Greg Frost-Arnold said...

Hi Kenny --

On that Lewisian view, are there any terms that fail to refer? And as a corollary, are there any false existence claims? If we follow that Lewisian suggestion, then it seems like 'There is no such thing as absolute velocity' (or '... as phlogiston', etc.) turns out false -- which is not what modern physicists want to say, I'd guess.

Also, out of curiosity: is the 'most natural candidate in the vicinity' located by finding something that fits a description as well as possible, or by some sort of causal role considerations (Hardin and Rosenberg, Phil.Sci. 1982 take that route), or something else entirely?

Greg Frost-Arnold said...

Note to self, just so I don't forget:
A realist who is party to this debate probably cannot appeal to descriptivism for natural kind terms, because realists (think they) need a causal-historical account of reference-fixing to avoid the kind of Kuhn-Feyerabend worries about incommensurability/ changing the subject, a central anti-realist line of argument.

Hmm... Actually, now that I think about the dialectic, it seems like the respondent (= pushing objection 2) at that point will not be a realist, but rather an anti-realist trying to save the falsity of 'Wood contains a lot of phlogiston.' So maybe this note to self should be disregarded.

Anonymous said...

#2 isn't going to be quite sufficient, because of an example you yourself cite: Vulcan.

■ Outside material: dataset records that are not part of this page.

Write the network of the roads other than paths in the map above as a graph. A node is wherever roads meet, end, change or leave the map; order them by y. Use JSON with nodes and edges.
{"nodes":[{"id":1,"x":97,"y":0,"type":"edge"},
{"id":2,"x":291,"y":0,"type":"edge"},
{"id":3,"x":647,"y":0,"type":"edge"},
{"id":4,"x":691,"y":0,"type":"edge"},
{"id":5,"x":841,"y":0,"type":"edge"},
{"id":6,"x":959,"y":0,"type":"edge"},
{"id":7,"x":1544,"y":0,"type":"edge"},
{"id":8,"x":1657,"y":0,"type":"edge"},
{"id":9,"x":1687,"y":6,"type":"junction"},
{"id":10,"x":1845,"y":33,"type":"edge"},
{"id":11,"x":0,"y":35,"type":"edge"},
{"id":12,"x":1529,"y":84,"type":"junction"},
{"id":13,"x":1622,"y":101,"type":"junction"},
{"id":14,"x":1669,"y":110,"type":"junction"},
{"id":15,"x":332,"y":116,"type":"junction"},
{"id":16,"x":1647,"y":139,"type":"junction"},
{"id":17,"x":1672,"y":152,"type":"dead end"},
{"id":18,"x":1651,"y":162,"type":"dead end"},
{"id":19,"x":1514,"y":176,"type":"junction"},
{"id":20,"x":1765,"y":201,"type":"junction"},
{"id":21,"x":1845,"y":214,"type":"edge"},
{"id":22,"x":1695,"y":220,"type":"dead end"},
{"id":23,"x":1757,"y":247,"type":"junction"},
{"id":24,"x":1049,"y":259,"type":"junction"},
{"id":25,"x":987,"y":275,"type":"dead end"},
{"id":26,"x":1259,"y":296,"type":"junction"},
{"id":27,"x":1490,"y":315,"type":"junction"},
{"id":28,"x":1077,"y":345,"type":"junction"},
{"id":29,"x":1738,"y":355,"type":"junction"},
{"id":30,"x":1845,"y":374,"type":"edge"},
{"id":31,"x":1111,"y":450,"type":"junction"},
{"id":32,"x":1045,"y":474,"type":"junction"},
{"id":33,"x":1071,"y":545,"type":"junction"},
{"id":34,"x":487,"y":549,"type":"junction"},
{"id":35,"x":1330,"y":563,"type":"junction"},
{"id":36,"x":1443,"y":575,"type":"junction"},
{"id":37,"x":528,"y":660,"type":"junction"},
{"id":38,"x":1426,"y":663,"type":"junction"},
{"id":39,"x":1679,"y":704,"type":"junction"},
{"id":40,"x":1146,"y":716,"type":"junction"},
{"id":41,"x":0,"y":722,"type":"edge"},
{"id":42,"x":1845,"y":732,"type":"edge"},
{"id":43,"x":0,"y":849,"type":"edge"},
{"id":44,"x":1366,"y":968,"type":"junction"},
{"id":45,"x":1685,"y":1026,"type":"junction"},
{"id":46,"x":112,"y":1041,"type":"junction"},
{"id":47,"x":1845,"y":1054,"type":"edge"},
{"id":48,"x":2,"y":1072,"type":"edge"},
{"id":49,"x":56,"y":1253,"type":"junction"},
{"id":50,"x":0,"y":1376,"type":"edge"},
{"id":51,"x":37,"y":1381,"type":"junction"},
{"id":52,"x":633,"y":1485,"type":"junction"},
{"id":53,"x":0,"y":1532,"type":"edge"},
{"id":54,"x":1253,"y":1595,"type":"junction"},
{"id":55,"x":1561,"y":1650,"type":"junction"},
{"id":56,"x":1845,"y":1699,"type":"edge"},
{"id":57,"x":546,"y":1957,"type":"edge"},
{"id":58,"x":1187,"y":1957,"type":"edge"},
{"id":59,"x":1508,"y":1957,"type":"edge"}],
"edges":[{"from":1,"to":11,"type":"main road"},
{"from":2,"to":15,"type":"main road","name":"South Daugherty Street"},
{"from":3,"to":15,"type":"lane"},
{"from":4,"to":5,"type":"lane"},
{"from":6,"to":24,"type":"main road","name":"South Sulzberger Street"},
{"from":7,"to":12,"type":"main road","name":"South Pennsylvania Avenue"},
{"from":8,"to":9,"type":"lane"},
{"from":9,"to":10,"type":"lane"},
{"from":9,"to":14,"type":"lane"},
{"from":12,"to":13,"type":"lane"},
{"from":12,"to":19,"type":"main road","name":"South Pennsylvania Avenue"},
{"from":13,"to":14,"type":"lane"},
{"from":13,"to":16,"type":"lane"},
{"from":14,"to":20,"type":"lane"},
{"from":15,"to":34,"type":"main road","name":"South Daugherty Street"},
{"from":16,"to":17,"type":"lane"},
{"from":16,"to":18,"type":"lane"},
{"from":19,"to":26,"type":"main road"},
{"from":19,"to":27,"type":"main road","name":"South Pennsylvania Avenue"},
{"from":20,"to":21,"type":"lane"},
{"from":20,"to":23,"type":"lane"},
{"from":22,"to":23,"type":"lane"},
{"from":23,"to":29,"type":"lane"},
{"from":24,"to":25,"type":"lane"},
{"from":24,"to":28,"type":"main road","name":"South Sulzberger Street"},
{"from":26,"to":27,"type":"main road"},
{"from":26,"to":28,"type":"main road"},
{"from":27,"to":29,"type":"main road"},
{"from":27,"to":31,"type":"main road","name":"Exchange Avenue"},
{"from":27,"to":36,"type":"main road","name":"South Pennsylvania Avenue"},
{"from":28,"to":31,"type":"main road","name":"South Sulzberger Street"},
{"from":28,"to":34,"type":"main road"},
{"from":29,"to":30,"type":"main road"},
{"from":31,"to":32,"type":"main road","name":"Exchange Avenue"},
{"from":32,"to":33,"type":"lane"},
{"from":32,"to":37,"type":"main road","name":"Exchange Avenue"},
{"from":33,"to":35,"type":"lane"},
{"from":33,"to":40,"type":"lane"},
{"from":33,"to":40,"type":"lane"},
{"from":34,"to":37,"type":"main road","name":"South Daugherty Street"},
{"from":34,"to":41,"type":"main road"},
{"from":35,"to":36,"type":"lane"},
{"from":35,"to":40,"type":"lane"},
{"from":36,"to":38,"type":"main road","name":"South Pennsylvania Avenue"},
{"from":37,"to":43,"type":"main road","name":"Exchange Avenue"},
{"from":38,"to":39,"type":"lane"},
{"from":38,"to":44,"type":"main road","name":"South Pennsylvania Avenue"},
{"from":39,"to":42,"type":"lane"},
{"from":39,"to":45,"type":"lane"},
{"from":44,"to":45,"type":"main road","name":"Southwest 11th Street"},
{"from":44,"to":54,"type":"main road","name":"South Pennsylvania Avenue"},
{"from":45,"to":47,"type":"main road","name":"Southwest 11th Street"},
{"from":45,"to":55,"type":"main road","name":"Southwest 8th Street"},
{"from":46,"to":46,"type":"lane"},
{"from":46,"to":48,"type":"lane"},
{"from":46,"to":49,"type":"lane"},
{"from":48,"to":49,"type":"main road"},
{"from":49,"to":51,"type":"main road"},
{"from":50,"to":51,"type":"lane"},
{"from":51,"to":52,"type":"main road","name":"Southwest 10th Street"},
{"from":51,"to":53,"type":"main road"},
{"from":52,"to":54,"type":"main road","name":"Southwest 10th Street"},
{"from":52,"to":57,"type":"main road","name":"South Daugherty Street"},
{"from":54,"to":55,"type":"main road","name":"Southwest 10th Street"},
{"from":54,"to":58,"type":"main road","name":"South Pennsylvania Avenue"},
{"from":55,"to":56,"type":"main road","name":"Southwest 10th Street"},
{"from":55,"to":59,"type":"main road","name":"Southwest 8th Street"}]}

That's not a kind term; it's a proper name.

I also think that #2 just generates some logical difficulties. Are you claiming that both the following statements are actually *false*?

1) Phlogiston has negative weight.
2) Phlogiston does not have negative weight.

Personally, I'd much rather be in the situation of gapping both those sentences than admitting that they're both false. No?

Greg Frost-Arnold said...

Hi Avrom --

Thanks for stopping by. I'll reply to your 2 comments in order.

First, the objection I have in mind is someone who admits that empty names generate truth-value gaps, but denies that empty natural kind terms do. This would be a problem for my bigger argument because there are actually very few empty names in the history of science -- but there are lots of empty natural kind terms. So this objector I'm imagining says 'Yes there are some truth-value gaps, but they are so very rare that realism in general is not threatened.'

Second: I am arguing for your favored position, and against the view that "Phlogiston has negative weight" is false.

One clarification: People who claim
"Phlogiston has negative weight"
is false, will always also claim
"Phlogiston does not have negative weight"
is true, just from the truth-table for negation. That is, the people I'm arguing against only say that ATOMIC sentences containing empty names (etc.) are false; compound sentences containing empty names just have their truth-value assigned in the usual way.

So, I apologize if my original post wasn't clear, but I'm pretty sure you and I are in complete agreement.

Anonymous said...

Yes, you're right of course, on all counts (including the fact that I fluffed the distinction between your charitable presentation of an objection and your actual argument). Thanks for reiterating, and sorry about that.